Reinoso observed that he studied different periods of the history of France and that of a young king who loved hunting, Francisco I. “Chambord is a castle of human genius, it was not made to live but to celebrate and show the poetry of human strength in its greatest exuberance. It was not a defensive castle, it was a castle created to dream”.
On one of the entrance paths to the castle, surrounded by more than 50 kilometers of recently restored forests and gardens, is “Vegetable Revolution (according to Leonardo)”. The stone and steel sculpture, a tree several meters high, is inspired by Leonardo Da Vinci.
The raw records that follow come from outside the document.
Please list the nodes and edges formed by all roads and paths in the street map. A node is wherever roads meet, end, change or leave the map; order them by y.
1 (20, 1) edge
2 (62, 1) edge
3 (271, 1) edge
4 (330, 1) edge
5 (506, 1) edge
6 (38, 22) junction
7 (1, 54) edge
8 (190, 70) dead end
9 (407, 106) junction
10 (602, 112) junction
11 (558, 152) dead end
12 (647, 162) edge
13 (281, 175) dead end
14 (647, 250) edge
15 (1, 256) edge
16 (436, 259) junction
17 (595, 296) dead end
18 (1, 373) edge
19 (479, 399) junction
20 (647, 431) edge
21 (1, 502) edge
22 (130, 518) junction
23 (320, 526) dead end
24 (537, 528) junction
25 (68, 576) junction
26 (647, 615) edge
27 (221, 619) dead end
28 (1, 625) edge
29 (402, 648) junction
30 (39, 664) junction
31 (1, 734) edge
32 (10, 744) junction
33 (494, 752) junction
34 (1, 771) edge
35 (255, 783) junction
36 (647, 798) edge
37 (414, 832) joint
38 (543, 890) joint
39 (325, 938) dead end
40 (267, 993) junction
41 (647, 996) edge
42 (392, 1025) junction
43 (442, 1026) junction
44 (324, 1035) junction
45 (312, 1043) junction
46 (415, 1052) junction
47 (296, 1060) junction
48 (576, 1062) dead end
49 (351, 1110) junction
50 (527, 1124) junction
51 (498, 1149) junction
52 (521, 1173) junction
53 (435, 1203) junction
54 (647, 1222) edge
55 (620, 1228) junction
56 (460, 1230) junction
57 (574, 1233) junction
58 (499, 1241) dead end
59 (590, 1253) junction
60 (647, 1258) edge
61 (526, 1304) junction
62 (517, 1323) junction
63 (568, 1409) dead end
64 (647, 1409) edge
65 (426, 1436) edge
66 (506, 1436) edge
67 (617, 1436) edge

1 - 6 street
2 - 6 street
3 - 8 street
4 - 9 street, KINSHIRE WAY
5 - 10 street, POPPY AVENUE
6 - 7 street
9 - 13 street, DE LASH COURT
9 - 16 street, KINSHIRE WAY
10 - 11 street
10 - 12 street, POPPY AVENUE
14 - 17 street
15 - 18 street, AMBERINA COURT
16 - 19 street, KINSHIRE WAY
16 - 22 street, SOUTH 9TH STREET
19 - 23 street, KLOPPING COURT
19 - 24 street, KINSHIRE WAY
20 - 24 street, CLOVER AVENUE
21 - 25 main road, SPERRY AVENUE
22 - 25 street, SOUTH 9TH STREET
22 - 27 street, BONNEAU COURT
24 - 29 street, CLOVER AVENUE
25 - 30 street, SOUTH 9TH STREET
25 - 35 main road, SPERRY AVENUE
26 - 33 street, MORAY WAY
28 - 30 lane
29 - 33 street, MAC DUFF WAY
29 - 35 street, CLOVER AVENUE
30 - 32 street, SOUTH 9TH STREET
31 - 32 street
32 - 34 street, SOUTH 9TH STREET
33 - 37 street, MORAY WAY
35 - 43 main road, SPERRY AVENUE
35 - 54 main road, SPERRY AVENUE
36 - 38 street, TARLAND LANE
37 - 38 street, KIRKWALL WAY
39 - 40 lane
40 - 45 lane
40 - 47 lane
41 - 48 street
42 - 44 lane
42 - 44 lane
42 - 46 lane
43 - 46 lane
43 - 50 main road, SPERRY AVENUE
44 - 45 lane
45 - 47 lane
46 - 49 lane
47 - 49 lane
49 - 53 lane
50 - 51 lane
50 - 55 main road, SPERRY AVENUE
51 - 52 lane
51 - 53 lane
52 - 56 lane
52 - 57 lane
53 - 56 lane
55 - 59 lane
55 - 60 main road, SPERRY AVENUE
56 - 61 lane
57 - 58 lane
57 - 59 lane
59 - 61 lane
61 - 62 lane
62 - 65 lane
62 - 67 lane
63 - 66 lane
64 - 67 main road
It is the most powerful work. Da Vinci worked in the region for the last three years of his life, invited by King Francis I. He planned to build a utopian place where “there should be fountains in every square” and the mills would carry water. The king abandoned the original plan when Leonardo died in 1519, although the construction of Chambord began in the same year.
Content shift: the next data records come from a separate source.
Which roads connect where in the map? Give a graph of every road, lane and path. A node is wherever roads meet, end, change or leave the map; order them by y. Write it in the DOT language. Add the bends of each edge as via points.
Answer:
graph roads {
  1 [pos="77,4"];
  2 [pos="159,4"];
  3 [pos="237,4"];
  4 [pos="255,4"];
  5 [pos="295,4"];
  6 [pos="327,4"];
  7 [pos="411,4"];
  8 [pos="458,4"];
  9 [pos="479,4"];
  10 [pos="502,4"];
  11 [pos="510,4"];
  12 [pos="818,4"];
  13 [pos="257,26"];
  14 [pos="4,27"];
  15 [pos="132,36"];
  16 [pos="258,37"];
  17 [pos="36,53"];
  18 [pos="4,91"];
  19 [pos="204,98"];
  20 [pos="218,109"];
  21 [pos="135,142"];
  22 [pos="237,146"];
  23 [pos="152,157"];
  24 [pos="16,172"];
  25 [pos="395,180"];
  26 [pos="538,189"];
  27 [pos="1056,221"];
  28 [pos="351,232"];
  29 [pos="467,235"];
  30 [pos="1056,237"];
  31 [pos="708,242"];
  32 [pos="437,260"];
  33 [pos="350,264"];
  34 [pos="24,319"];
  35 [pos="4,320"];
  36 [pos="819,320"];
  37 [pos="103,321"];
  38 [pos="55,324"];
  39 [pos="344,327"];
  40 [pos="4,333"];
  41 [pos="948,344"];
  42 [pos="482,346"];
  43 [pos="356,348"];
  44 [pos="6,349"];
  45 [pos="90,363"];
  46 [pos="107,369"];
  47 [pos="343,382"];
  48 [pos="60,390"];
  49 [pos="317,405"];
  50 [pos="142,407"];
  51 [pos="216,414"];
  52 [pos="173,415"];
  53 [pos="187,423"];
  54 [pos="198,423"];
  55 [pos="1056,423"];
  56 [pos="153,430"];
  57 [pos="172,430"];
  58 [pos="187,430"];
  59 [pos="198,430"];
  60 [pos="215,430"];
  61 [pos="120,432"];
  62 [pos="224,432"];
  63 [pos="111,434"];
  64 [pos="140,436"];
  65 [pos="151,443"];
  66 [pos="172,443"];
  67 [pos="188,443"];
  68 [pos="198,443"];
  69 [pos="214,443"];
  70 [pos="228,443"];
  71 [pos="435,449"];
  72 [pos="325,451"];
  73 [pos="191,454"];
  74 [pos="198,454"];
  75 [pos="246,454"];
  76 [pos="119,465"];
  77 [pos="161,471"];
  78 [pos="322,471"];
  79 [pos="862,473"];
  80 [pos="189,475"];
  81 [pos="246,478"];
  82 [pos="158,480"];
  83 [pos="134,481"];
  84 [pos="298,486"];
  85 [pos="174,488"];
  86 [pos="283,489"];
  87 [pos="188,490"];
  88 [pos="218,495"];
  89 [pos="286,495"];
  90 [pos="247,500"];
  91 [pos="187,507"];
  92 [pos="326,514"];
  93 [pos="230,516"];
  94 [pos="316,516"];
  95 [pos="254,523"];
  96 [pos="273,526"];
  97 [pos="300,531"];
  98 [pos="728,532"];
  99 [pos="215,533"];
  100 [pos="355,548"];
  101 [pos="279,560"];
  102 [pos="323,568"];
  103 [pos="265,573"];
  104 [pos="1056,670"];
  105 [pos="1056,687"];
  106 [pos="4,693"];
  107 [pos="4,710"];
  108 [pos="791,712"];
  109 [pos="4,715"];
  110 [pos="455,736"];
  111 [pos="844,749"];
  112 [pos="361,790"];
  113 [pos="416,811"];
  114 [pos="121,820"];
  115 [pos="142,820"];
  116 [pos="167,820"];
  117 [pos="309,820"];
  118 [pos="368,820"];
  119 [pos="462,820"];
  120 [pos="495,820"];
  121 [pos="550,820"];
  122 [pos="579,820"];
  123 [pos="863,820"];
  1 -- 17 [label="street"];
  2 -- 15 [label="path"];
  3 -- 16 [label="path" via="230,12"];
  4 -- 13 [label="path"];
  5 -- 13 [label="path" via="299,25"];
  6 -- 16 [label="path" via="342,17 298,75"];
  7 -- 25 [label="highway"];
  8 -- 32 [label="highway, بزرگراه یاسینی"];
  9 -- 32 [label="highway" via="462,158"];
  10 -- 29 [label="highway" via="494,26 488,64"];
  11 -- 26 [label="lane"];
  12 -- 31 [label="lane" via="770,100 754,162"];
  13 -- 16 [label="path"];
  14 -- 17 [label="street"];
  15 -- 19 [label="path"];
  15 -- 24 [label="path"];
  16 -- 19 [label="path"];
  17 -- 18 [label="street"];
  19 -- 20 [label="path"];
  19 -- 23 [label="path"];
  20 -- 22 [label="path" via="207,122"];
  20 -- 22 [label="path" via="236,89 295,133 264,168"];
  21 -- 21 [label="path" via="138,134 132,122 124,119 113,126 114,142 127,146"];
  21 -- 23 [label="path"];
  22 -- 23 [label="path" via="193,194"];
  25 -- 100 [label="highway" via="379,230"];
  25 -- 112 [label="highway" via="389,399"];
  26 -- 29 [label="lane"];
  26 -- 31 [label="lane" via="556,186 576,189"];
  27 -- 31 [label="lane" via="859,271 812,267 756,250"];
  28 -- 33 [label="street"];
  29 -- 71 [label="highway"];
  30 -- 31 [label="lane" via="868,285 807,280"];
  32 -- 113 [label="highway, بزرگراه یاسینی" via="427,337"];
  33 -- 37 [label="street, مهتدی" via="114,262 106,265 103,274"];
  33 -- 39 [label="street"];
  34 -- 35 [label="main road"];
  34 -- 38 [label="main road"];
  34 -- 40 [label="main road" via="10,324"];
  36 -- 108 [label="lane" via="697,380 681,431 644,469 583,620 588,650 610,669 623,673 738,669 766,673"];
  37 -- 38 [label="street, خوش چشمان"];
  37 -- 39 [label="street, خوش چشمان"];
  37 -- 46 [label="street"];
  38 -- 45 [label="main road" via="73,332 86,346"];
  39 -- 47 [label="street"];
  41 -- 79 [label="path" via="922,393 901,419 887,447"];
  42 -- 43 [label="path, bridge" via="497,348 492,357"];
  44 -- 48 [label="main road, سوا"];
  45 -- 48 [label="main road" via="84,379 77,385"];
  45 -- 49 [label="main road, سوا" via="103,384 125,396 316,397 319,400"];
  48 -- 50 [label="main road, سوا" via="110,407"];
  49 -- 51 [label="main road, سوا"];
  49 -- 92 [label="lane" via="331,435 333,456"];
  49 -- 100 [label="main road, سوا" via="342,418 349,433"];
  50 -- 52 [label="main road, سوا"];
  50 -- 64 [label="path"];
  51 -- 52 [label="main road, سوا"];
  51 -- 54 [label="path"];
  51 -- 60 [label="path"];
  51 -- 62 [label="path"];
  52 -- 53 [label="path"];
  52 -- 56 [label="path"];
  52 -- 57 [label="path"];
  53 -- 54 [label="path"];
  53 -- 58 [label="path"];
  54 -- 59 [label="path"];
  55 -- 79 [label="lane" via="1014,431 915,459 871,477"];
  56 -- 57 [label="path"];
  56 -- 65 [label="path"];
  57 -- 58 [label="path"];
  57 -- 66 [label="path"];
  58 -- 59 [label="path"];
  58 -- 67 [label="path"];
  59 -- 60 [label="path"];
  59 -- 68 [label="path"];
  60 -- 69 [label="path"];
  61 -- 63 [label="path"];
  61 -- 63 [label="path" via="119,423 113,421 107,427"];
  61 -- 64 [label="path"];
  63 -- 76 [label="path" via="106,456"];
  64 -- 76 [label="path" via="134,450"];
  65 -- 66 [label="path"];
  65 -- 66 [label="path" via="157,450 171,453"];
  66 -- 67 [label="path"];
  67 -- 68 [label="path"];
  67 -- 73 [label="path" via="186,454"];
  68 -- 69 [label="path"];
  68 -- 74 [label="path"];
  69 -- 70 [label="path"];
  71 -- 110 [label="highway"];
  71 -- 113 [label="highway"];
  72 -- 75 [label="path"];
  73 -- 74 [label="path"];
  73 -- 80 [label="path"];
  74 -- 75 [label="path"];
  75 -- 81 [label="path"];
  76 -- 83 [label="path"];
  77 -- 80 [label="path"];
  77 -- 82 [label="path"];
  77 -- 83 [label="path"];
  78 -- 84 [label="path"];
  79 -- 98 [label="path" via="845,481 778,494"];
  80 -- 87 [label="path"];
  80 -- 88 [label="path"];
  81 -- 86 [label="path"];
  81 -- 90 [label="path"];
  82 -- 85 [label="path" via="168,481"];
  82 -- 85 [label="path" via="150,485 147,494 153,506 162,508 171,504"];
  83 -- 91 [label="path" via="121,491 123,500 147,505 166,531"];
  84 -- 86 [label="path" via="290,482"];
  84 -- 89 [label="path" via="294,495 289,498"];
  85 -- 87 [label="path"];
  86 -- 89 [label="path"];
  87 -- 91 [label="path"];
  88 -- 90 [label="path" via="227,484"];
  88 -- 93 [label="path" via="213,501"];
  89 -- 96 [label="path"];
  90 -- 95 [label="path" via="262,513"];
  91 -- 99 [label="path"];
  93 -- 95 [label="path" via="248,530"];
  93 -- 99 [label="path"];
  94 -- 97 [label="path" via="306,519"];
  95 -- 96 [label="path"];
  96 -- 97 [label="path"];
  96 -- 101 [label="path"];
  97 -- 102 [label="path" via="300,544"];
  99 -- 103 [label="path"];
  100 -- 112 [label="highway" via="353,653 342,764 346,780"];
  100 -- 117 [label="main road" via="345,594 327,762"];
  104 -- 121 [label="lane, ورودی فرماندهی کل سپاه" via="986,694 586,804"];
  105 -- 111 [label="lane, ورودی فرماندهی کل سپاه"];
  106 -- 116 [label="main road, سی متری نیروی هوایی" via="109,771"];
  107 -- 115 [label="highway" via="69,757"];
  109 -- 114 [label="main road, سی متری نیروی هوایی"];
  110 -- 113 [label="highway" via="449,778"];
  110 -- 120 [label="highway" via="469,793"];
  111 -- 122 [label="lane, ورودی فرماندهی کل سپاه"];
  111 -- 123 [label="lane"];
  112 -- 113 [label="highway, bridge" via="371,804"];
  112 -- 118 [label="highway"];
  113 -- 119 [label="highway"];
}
Owner of a trade that adds a plus in a space linked to the history and taste of France, Reinoso gained fame with his designs for Kenzo and Givenchy. There is a degree of perfection in the choice of material, lines and finish of the pieces, which consolidates the alliance with a past that goes back to the Renaissance genius.
The Buenos Aires public is aware of Reinoso’s work with “Enremadederas”, a bank that can be seen from the Malba lobby. At the entrance to Chambord, his peculiar style is perceived in “La Grande Parole” and several benches where the gaze slides, flows smoothly through the sinuous lines and curly forms. Inside the castle, on the stone walls, wood provides color and warmth. The wooden frames and the flames of the fireplace, prolong forms that become rubbery and playful and move along the walls.
The arrival in Chambord gave the artist not only the opportunity to display and enhance his aesthetics in an almost magical landscape, but also to be reborn with the rescue of the greatness of the past. The work in metal, a material suitable for the open air, announces the desire for a public destination to which Reinoso aspires.
Right there to celebrate were the cultural operators Yamile Le Parc and Felipe Durán, the critic Clelia Taricco and the president of the Modern Museum, Inés Etchebarne; gallery owners from the Le Marais neighborhood of Paris and Punta del Este, Sofía Silva and Reno Xippas; the artist Paula Toto Blaque and the collectors Claudio Stamato, Carlos Ott and Gabriel Werthein, along with their French peers.